Nearly every major sport on earth operates with different equipment and rules for different levels of play. Major League Baseball uses wood bats; college and lower levels use aluminum. The NBA and WNBA use different basketball sizes. Professional leagues adapt when playing internationally, hockey rinks change dimensions, rules adjust accordingly. Even American football, the most popular sport in the United States, tolerates bifurcation without existential panic: the NFL and college football have different catch rules, different overtime rules, different helmets, even different football sizes.
And yet the sky does not fall.
Golf itself once tolerated such pragmatism. Until 1974, the R&A permitted a smaller 1.62-inch “British Open” ball alongside the 1.68-inch American version. The irony is almost too perfect: the smaller ball was reputed to fly farther and perform better in the wind. So, the game has already survived an era in which more distance was acceptable in the name of standardization. Today, we are told that less distance is a moral imperative.
So why not bifurcate now?
Unless, of course, this is not quite the crisis it is made out to be. Unless there is money involved vast sums of it. Or unless the real culprit is not equipment at all, but course setup: fewer trees, negligible rough, immaculate fairways, receptive greens, bunker sand groomed like a luxury spa. Under such conditions, scoring becomes easier, and the only remaining defense is the weather.
Modern professional golf increasingly resembles a NASCAR race without the speed or the crashes. Endless conformity. Identical trajectories.
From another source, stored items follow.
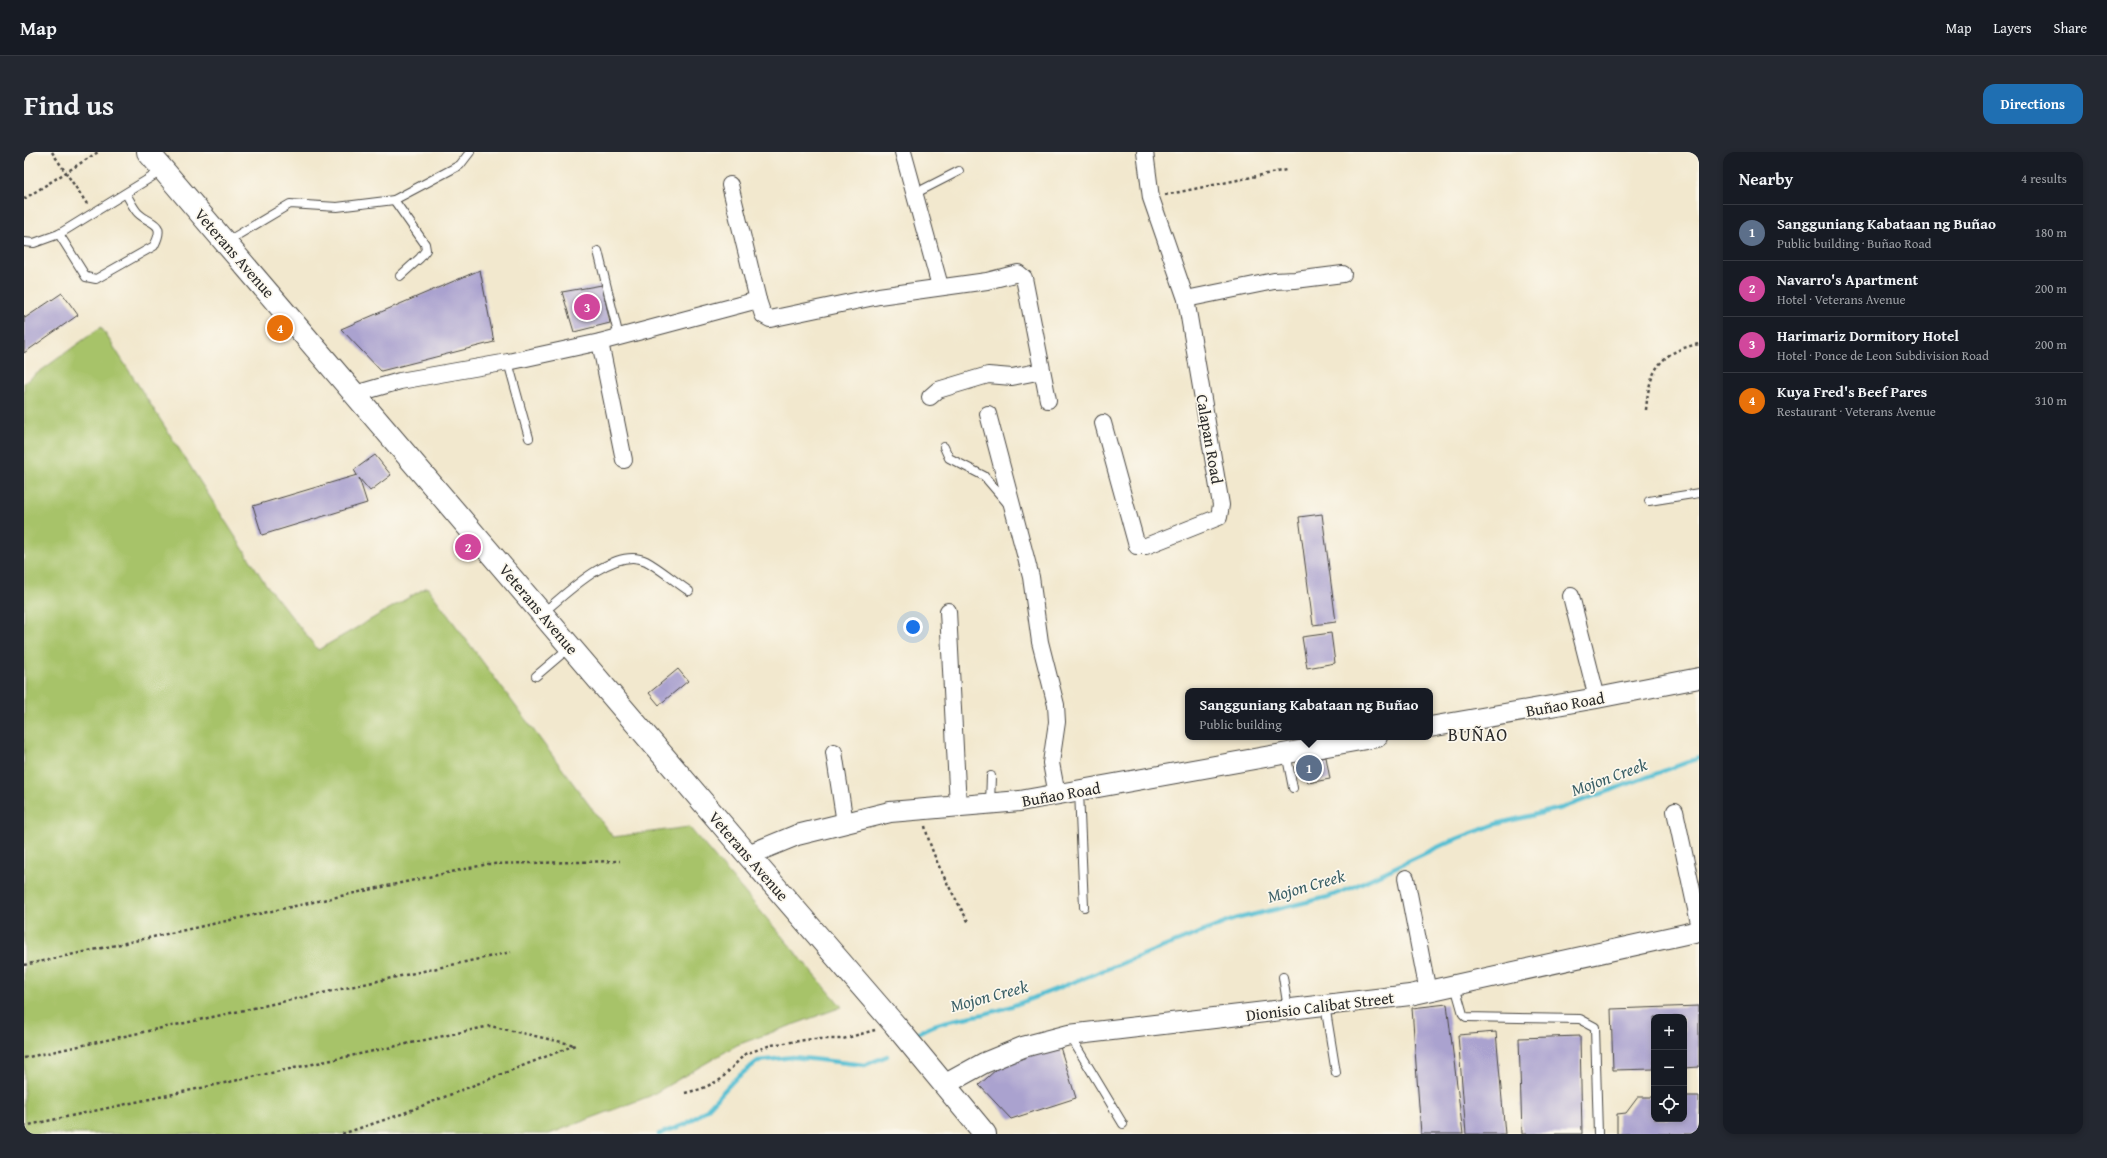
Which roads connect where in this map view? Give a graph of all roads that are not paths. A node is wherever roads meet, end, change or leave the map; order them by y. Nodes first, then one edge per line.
1 (148, 152) edge
2 (470, 152) edge
3 (903, 152) edge
4 (1145, 152) edge
5 (163, 170) junction
6 (958, 171) dead end
7 (730, 185) dead end
8 (126, 194) junction
9 (914, 194) junction
10 (394, 200) junction
11 (59, 234) junction
12 (24, 242) edge
13 (225, 243) junction
14 (598, 251) dead end
15 (1343, 274) dead end
16 (400, 276) dead end
17 (940, 286) junction
18 (1186, 299) junction
19 (758, 300) junction
20 (619, 337) junction
21 (600, 342) junction
22 (508, 362) junction
23 (1042, 371) junction
24 (356, 394) junction
25 (930, 397) dead end
26 (1048, 400) dead end
27 (988, 414) dead end
28 (1103, 423) dead end
29 (529, 438) dead end
30 (944, 447) dead end
31 (624, 460) dead end
32 (1699, 493) edge
33 (1650, 501) dead end
34 (1013, 511) junction
35 (689, 591) dead end
36 (1571, 596) dead end
37 (948, 611) dead end
38 (542, 614) junction
39 (570, 646) junction
40 (536, 676) dead end
41 (1699, 678) edge
42 (1597, 698) junction
43 (1433, 727) edge
44 (1356, 740) edge
45 (1295, 749) junction
46 (834, 752) dead end
47 (991, 776) dead end
48 (1293, 788) dead end
49 (1079, 790) junction
50 (1057, 795) junction
51 (990, 804) junction
52 (958, 807) junction
53 (1675, 811) dead end
54 (845, 823) junction
55 (748, 855) junction
56 (1406, 878) dead end
57 (1084, 907) dead end
58 (1699, 922) edge
59 (1699, 931) edge
60 (1283, 977) dead end
61 (1455, 986) junction
62 (1428, 992) junction
63 (1325, 1005) junction
64 (1288, 1010) junction
65 (1069, 1035) junction
66 (1336, 1073) dead end
67 (944, 1085) junction
68 (1123, 1124) dead end
69 (983, 1133) edge
70 (1598, 1134) edge

1 - 5 highway, Veterans Avenue
2 - 10 lane
3 - 9 street
4 - 18 street, Calapan Road
5 - 8 lane
5 - 13 highway, Veterans Avenue
6 - 9 lane
7 - 19 street
8 - 11 lane
8 - 11 lane
9 - 17 street
10 - 13 lane
10 - 16 lane
11 - 12 lane
13 - 24 highway, Veterans Avenue
14 - 20 lane
15 - 18 street
17 - 19 street
17 - 23 street
18 - 28 street, Calapan Road
19 - 20 street
20 - 21 street
21 - 22 street
21 - 31 street
22 - 24 street
22 - 29 lane
23 - 25 street
23 - 26 street
24 - 38 highway, Veterans Avenue
27 - 34 street
30 - 34 lane
32 - 33 lane
34 - 50 street
35 - 38 lane
36 - 42 street
37 - 52 street
38 - 39 highway, Veterans Avenue
39 - 40 lane
39 - 55 highway, Veterans Avenue
41 - 42 street, Buñao Road
42 - 43 street, Buñao Road
44 - 45 street, Buñao Road
45 - 48 lane
45 - 49 street, Buñao Road
46 - 54 street
47 - 51 lane
49 - 50 street, Buñao Road
49 - 57 lane
50 - 51 street, Buñao Road
51 - 52 street, Buñao Road
52 - 54 street, Buñao Road
53 - 58 street
54 - 55 street, Buñao Road
55 - 67 highway, Veterans Avenue
56 - 62 street
59 - 61 street, Dionisio Calibat Street
60 - 64 lane
61 - 62 street, Dionisio Calibat Street
61 - 70 lane
62 - 63 street, Dionisio Calibat Street
63 - 64 street, Dionisio Calibat Street
63 - 66 lane
64 - 65 street, Dionisio Calibat Street
65 - 67 street, Dionisio Calibat Street
65 - 68 lane
67 - 69 highway, Veterans Avenue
Monochrome strategy. The only real hazard is a ball ricocheting off a hospitality tent and landing in a lawn chair near the twelfth green.
What makes this farce more galling is the governing bodies’ self-conception. The USGA and R&A do not merely regulate golf; they regard themselves as above it. Golf, they insist, is more traditional, more proper, more refined than other sports. Therefore, it must have one set of rules. One ball. One orthodoxy. One unassailable gospel.
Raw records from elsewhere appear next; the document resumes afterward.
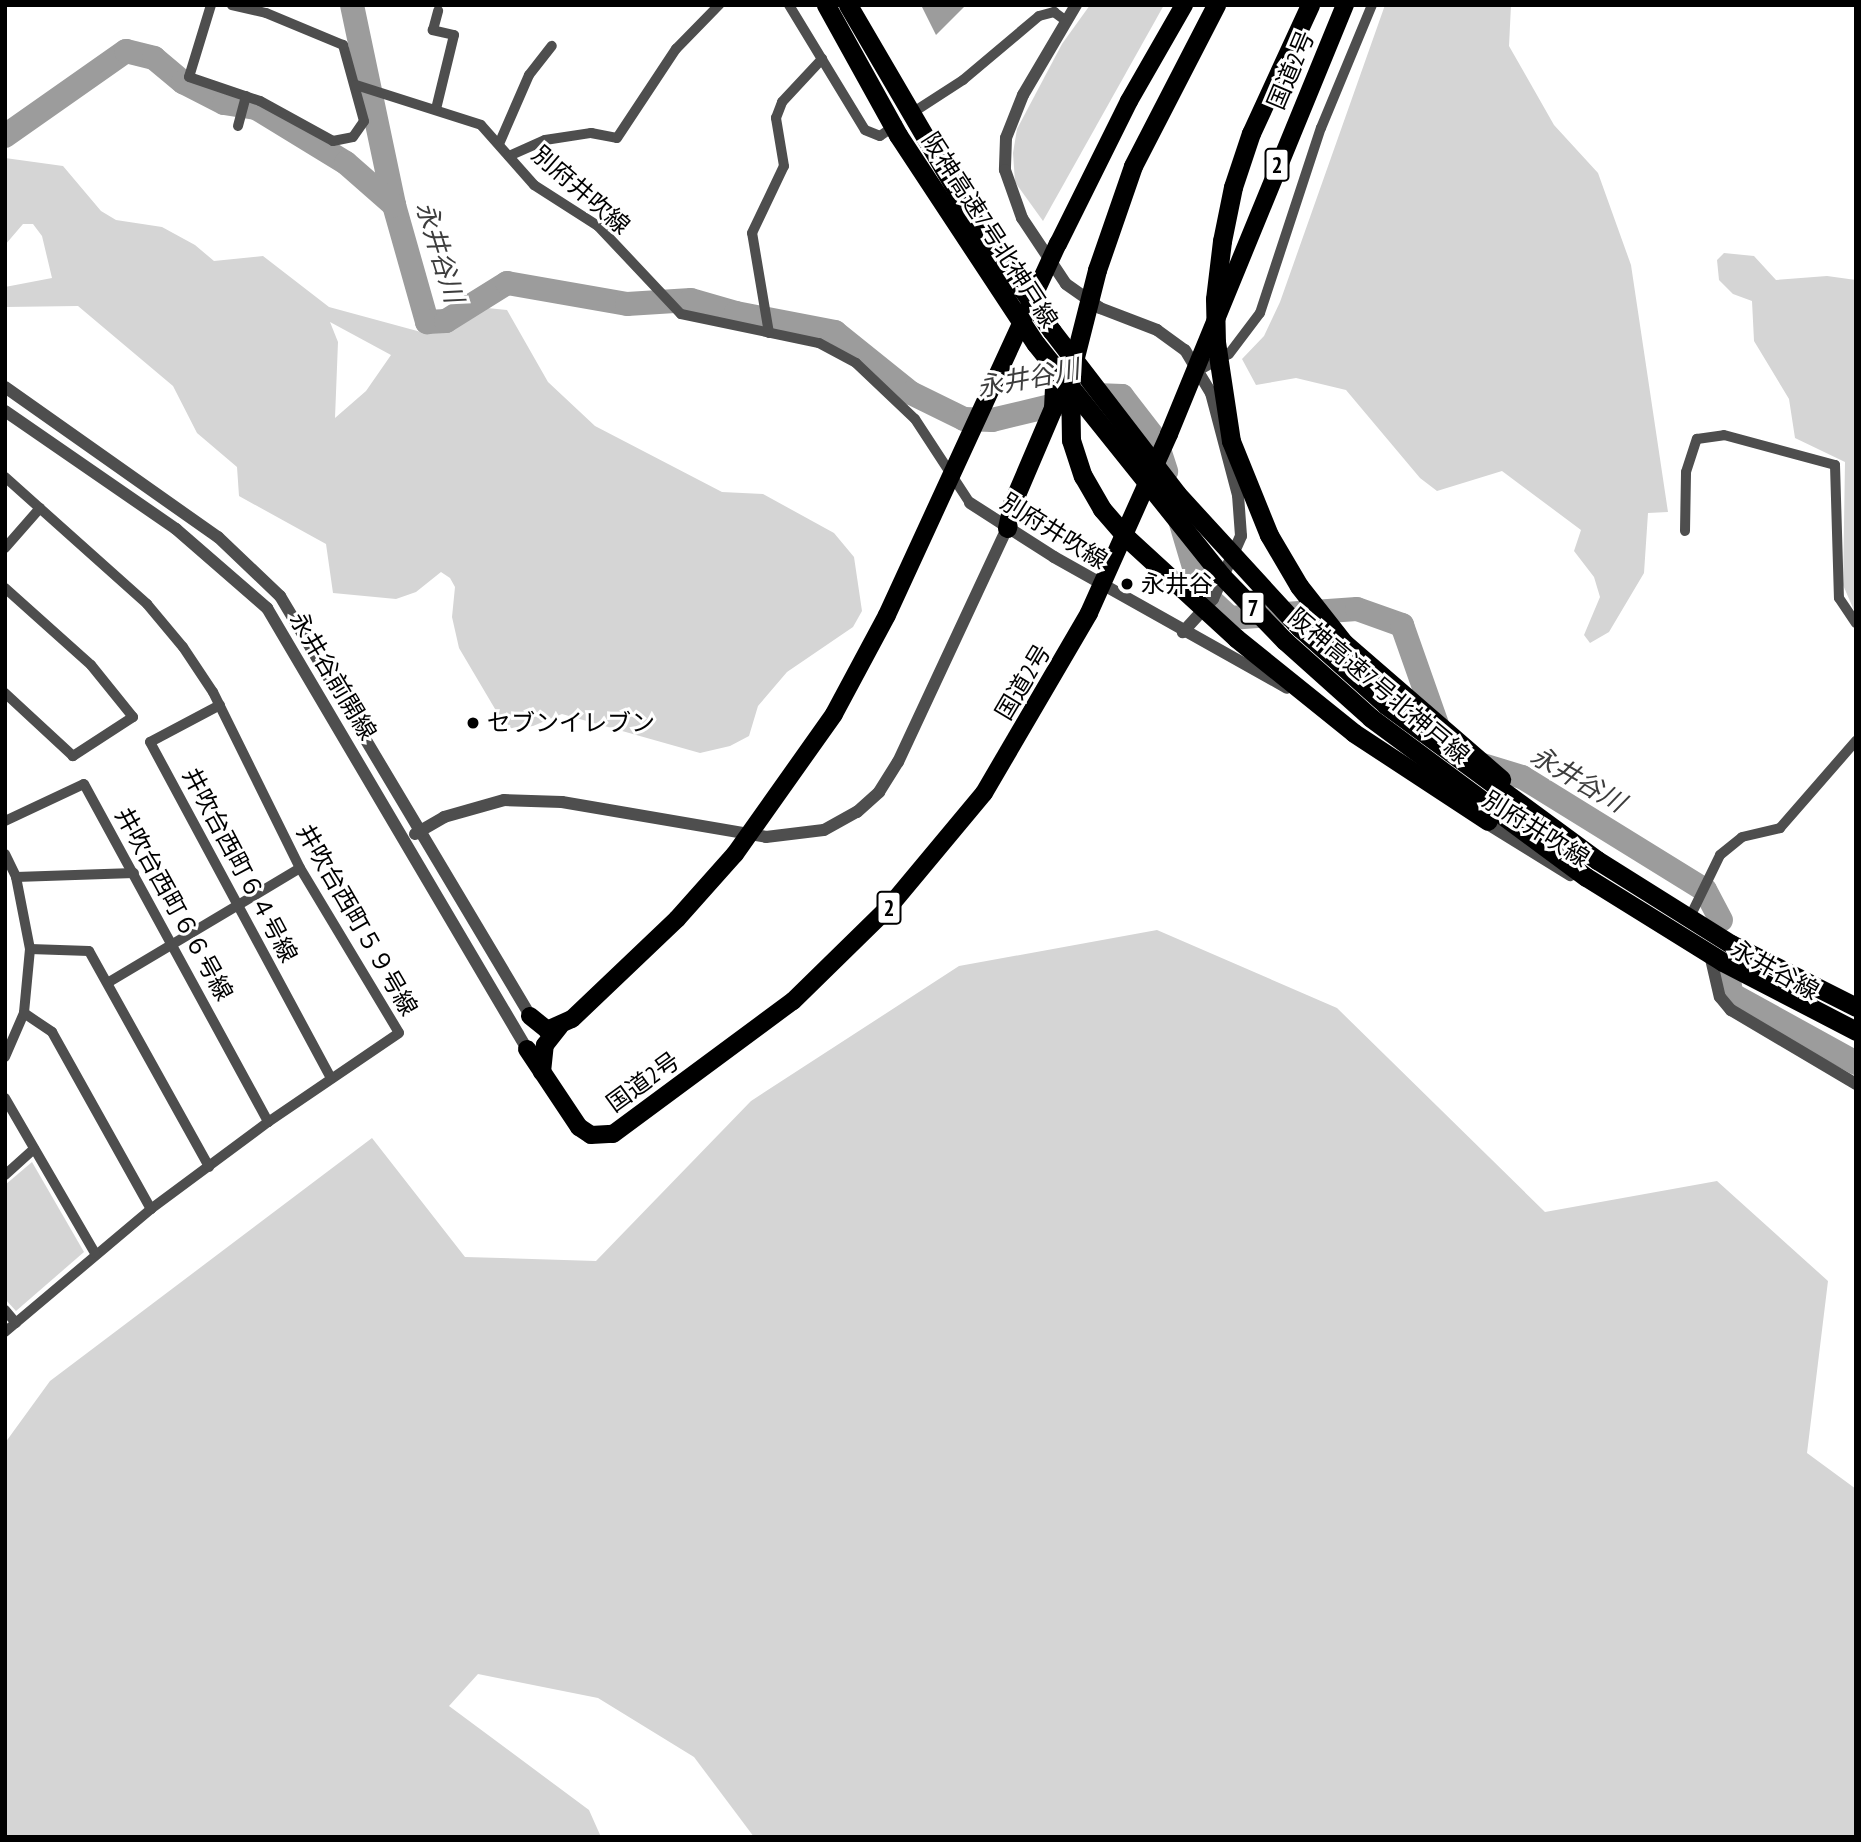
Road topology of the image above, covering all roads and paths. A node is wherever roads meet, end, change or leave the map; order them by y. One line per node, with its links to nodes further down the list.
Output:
1 (211, 5): 19 (street)
2 (232, 5): 18 (street)
3 (719, 5): 25 (street)
4 (789, 5): 17 (street)
5 (820, 5): 33 (highway)
6 (826, 5): 47 (highway, 阪神高速7号北神戸線 / 7)
7 (850, 5): 33 (highway); 47 (highway, 阪神高速7号北神戸線 / 7)
8 (1076, 5): 15 (street)
9 (1185, 5): 59 (highway)
10 (1216, 5): 47 (highway)
11 (1310, 5): 47 (highway)
12 (1345, 5): 64 (highway, 国道2号 / 2)
13 (1372, 5): 27 (street)
14 (438, 11): 20 (street)
15 (1065, 20): 21 (street); 27 (street)
16 (552, 46): 24 (street)
17 (822, 59): 22 (street); 26 (street)
18 (356, 85): 19 (street); 20 (street, 別府井吹線)
19 (244, 104): 23 (street)
20 (436, 109): 24 (street, 別府井吹線)
21 (912, 113)
22 (898, 124)
23 (237, 126)
24 (499, 144): 25 (street, 別府井吹線)
25 (509, 156): 26 (street, 別府井吹線)
26 (768, 330): 31 (street, 別府井吹線)
27 (1198, 371): 38 (street)
28 (5, 387): 43 (street, 永井谷前開線)
29 (5, 411): 44 (street, 永井谷前開線)
30 (5, 477): 32 (street, 井吹台西町５９号線)
31 (970, 503): 33 (street, 別府井吹線)
32 (40, 509): 35 (street); 40 (street, 井吹台西町５９号線)
33 (1007, 528): 38 (street, 別府井吹線); 43 (street)
34 (1685, 531): 37 (street)
35 (5, 548)
36 (5, 588): 39 (street)
37 (1856, 624)
38 (1183, 632): 51 (street, 別府井吹線)
39 (5, 693)
40 (220, 705): 46 (street, 井吹台西町５９号線); 50 (street, 井吹台西町６４号線)
41 (1856, 741): 51 (street)
42 (5, 821): 48 (street, 井吹台西町６６号線)
43 (422, 829): 44 (street); 58 (street, 永井谷前開線)
44 (407, 840): 62 (street, 永井谷前開線)
45 (5, 854): 49 (street)
46 (300, 868): 50 (street); 65 (street, 井吹台西町５９号線)
47 (1591, 869): 56 (highway, 阪神高速7号北神戸線 / 7); 60 (highway, 阪神高速7号北神戸線 / 7)
48 (134, 873): 49 (street); 52 (street, 井吹台西町６６号線)
49 (16, 877): 53 (street)
50 (238, 908): 52 (street); 65 (street, 井吹台西町６４号線)
51 (1678, 942): 54 (street, 別府井吹線)
52 (174, 944): 55 (street); 68 (street, 井吹台西町６６号線)
53 (30, 949): 55 (street); 57 (street)
54 (1711, 959): 61 (street, 永井谷線); 66 (street)
55 (110, 982): 70 (street)
56 (1856, 1007)
57 (24, 1013): 63 (street); 72 (street)
58 (530, 1016): 59 (highway)
59 (561, 1026): 64 (highway)
60 (1856, 1031)
61 (1856, 1038)
62 (527, 1049): 64 (highway, 国道2号 / 2)
63 (5, 1057)
64 (542, 1072)
65 (331, 1078): 68 (street, 井吹台西町５９号線)
66 (1856, 1084)
67 (5, 1098): 69 (street)
68 (268, 1122): 70 (street, 井吹台西町５９号線)
69 (34, 1149): 71 (street); 73 (street)
70 (209, 1167): 72 (street, 井吹台西町５９号線)
71 (5, 1175)
72 (152, 1209): 73 (street, 井吹台西町５９号線)
73 (95, 1253): 75 (street, 井吹台西町５９号線)
74 (5, 1310): 75 (street)
75 (16, 1323): 76 (street, 井吹台西町５９号線)
76 (5, 1332)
This would be charming if it were not so irrelevant.
Despite this insistence on moral elevation and regulatory purity, golf’s ratings remain stubbornly meaningless. The custodians of tradition preside over a product increasingly unable to hold attention in a crowded entertainment landscape. Not competitors, exactly more like substitutes for boredom.
Simulator golf. Topgolf. Neon-lit ranges with cocktails. And now, the deeply puzzling experiment known as TGL a televised abstraction in which professional golfers strike balls into digital screens projecting holes that resemble rejected video-game levels. Rock formations appear where strategy once lived. Greens are guarded with the subtlety of a clown’s head at a miniature-golf course. One half expects a bell to ring when the ball disappears.
This is not innovation; it is desperation dressed in venture capital.
And yet, for all this frantic reimagining, golf remains dwarfed by actual sport. The Denver Broncos versus Buffalo Bills divisional-round NFL game drew more than 51 million viewers. One game. One afternoon. No simulators. No augmented reality. Just risk, consequence, and clarity.
So, when the USGA and R&A insist that golf is too special to bifurcate, they are correct in one sense. They are special.
Special in their isolation. Special in their irrelevance. Special in their conviction that standing above the fray is a virtue, even as the fray passes them by without a glance.
Golf is not suffering from too much distance. It is suffering from too much pretense.
Bifurcation would not cheapen the game. It would simply acknowledge reality: the professional game is entertainment; the amateur game is participation. Confusing the two has satisfied neither. Pretending otherwise while clutching tradition like a talisman has not preserved golf’s dignity.
It has merely ensured that fewer people are watching, fewer people are listening, and fewer people care.
Which may be the purest expression yet of being “above it all.”